INSTRUCTIONS FOR THE TASK
Wherever the string "Олінського" appears in a line of the listing below, report that line.

DATA FOR ANALYSIS
○ ○ ○ ○ ○

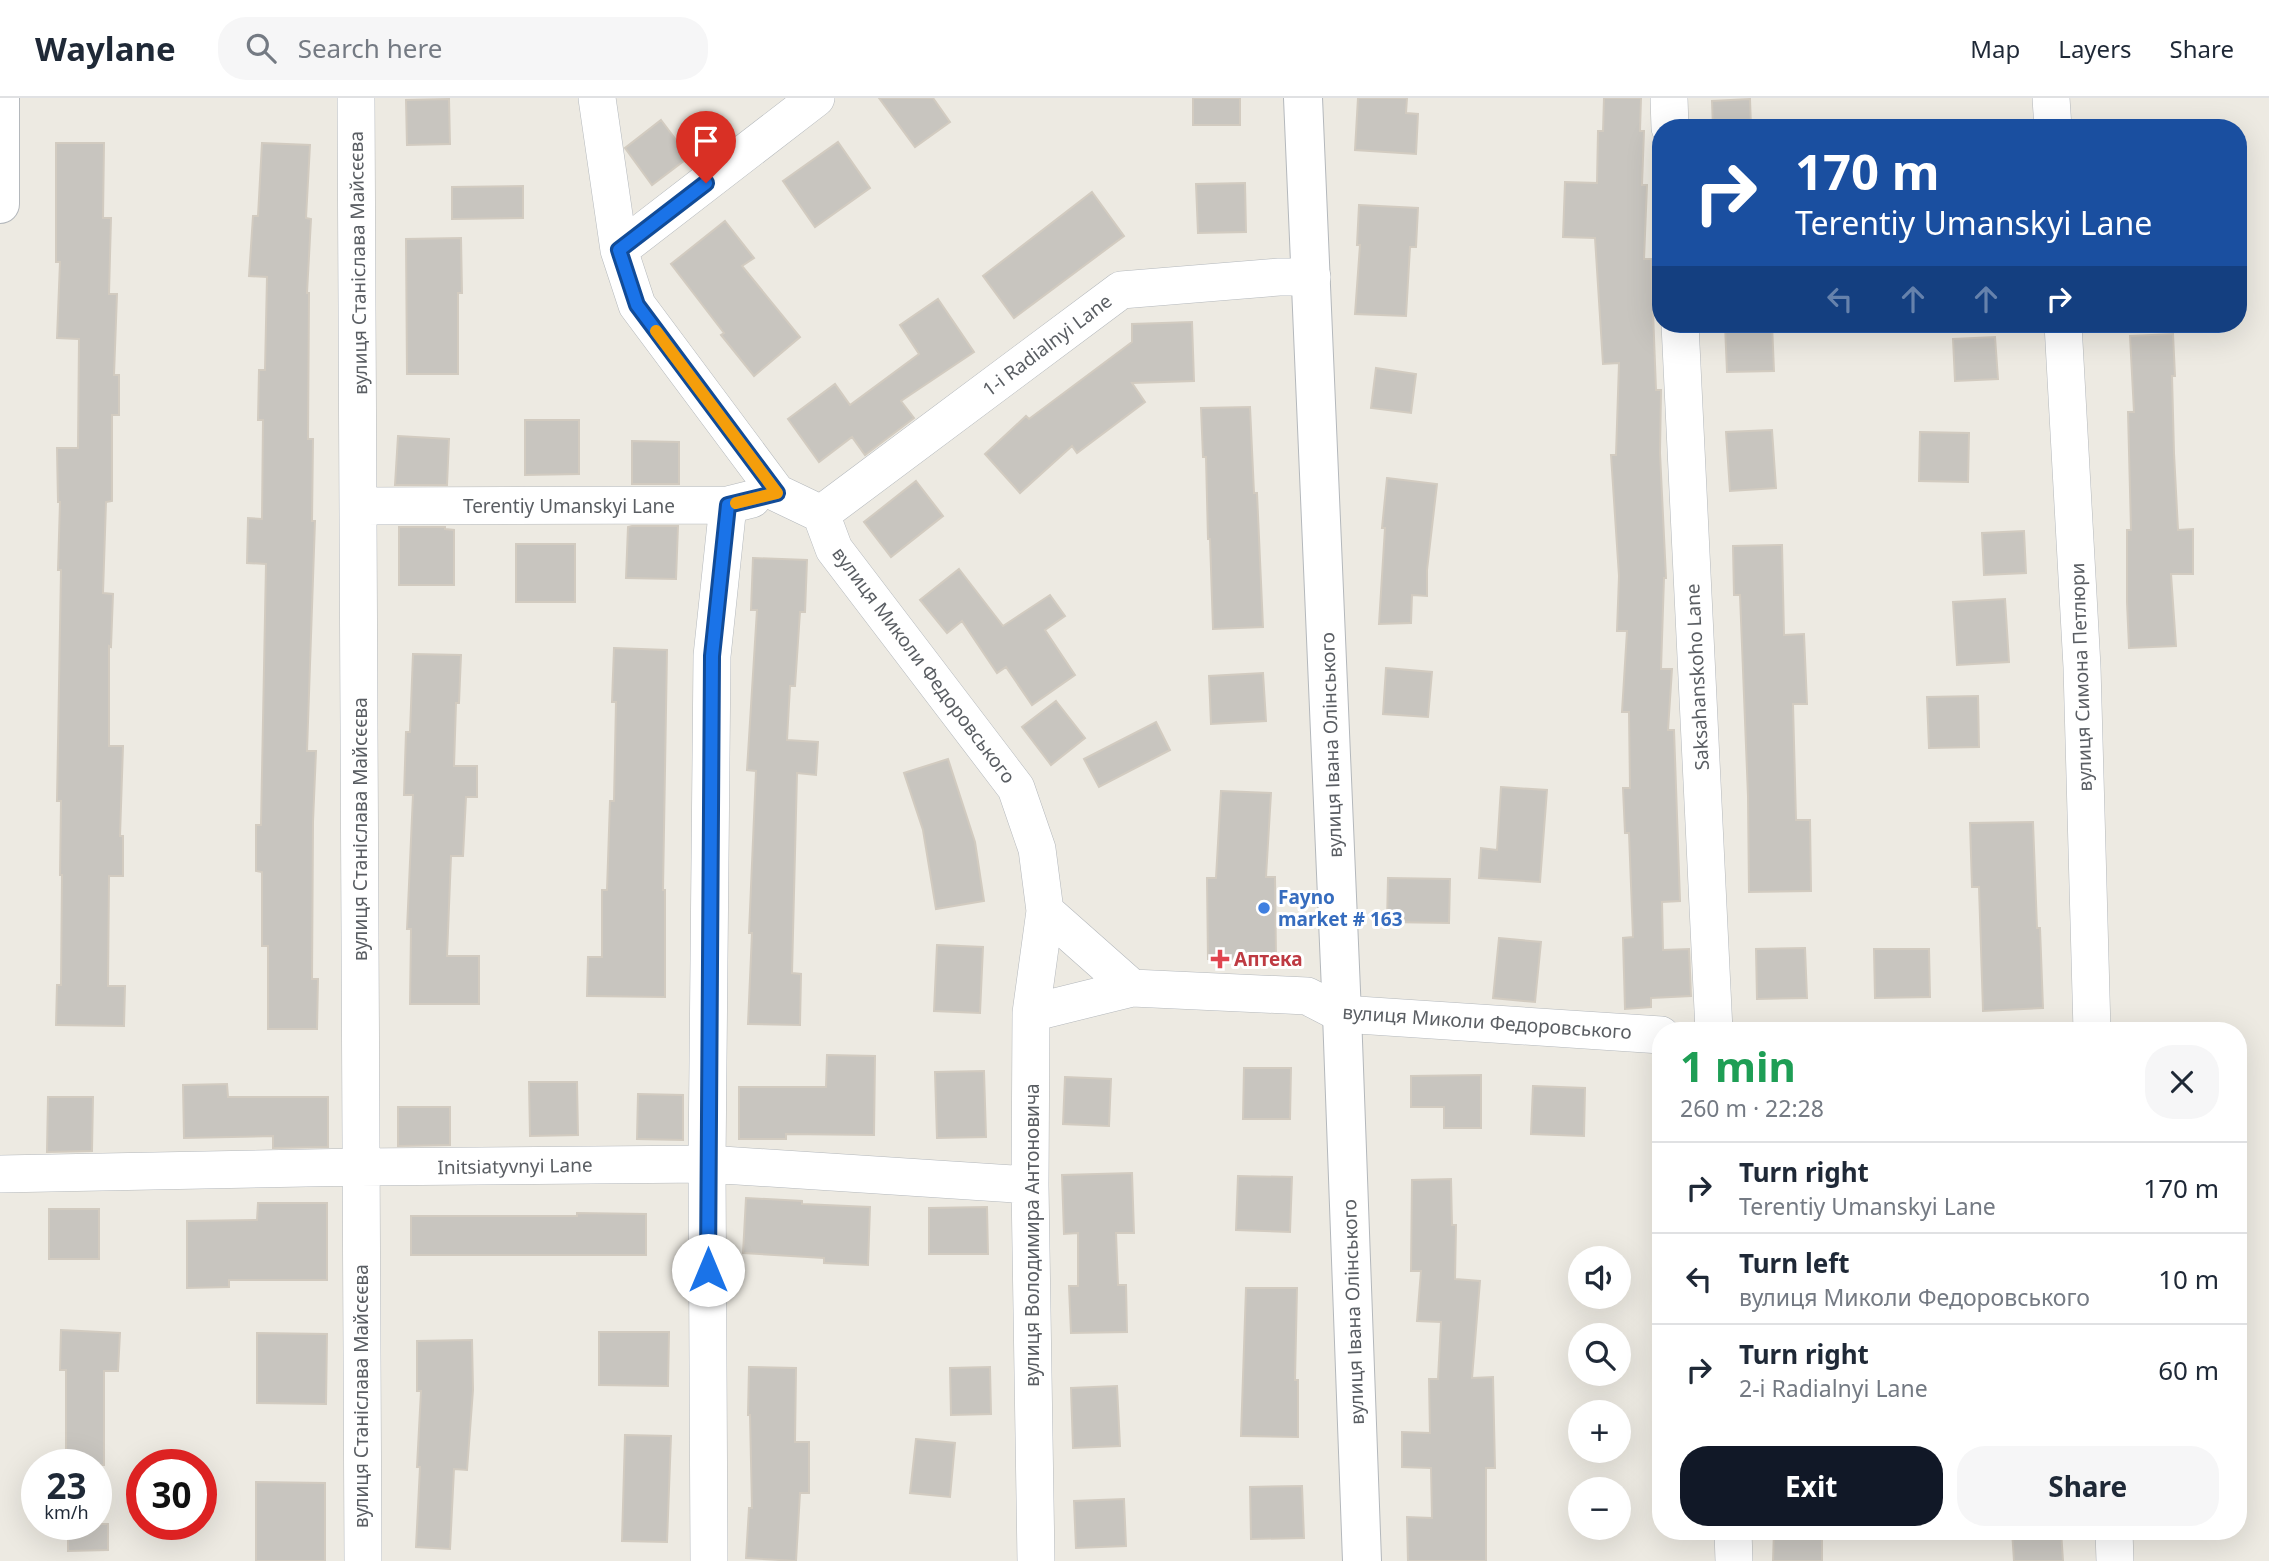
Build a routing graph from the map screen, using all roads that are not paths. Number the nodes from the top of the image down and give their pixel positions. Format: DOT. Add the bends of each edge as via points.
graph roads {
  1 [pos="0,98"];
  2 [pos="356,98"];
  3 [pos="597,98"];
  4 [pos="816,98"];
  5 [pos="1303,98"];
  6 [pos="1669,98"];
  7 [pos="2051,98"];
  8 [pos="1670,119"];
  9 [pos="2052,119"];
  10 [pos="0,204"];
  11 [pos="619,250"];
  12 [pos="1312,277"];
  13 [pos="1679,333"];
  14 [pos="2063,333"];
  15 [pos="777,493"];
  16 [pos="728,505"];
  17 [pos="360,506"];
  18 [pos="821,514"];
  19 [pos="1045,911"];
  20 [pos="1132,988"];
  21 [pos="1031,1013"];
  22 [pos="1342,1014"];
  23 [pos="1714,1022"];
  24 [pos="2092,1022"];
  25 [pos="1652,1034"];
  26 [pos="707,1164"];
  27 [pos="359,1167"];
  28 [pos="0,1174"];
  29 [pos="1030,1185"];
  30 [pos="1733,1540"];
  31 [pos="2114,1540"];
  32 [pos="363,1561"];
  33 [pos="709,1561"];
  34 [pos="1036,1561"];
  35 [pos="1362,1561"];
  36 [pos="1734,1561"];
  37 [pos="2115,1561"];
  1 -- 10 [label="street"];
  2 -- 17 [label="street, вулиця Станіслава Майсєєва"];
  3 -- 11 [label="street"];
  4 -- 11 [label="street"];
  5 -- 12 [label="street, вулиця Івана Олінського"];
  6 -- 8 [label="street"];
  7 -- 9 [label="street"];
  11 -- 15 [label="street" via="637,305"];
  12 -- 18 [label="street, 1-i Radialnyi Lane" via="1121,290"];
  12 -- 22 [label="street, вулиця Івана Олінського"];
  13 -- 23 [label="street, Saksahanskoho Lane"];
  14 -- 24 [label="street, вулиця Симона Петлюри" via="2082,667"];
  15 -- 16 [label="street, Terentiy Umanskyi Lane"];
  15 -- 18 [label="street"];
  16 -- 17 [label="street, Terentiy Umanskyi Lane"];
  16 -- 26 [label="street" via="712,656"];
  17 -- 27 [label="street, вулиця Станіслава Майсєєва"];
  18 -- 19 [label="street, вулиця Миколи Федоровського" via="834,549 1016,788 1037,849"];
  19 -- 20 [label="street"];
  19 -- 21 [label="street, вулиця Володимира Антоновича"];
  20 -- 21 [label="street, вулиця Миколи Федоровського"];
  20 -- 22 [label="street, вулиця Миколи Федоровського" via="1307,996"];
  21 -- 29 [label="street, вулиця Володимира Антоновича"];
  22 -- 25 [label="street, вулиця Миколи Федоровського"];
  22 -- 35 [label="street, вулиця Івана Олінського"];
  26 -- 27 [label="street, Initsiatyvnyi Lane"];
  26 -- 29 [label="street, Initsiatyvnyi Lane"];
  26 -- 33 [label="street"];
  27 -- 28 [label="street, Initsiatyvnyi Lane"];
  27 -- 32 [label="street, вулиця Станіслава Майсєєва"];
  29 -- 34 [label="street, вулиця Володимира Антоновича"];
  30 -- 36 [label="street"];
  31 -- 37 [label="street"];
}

○ ○ ○ ○ ○

ANSWER BOX
  5 -- 12 [label="street, вулиця Івана Олінського"];
  12 -- 22 [label="street, вулиця Івана Олінського"];
  22 -- 35 [label="street, вулиця Івана Олінського"];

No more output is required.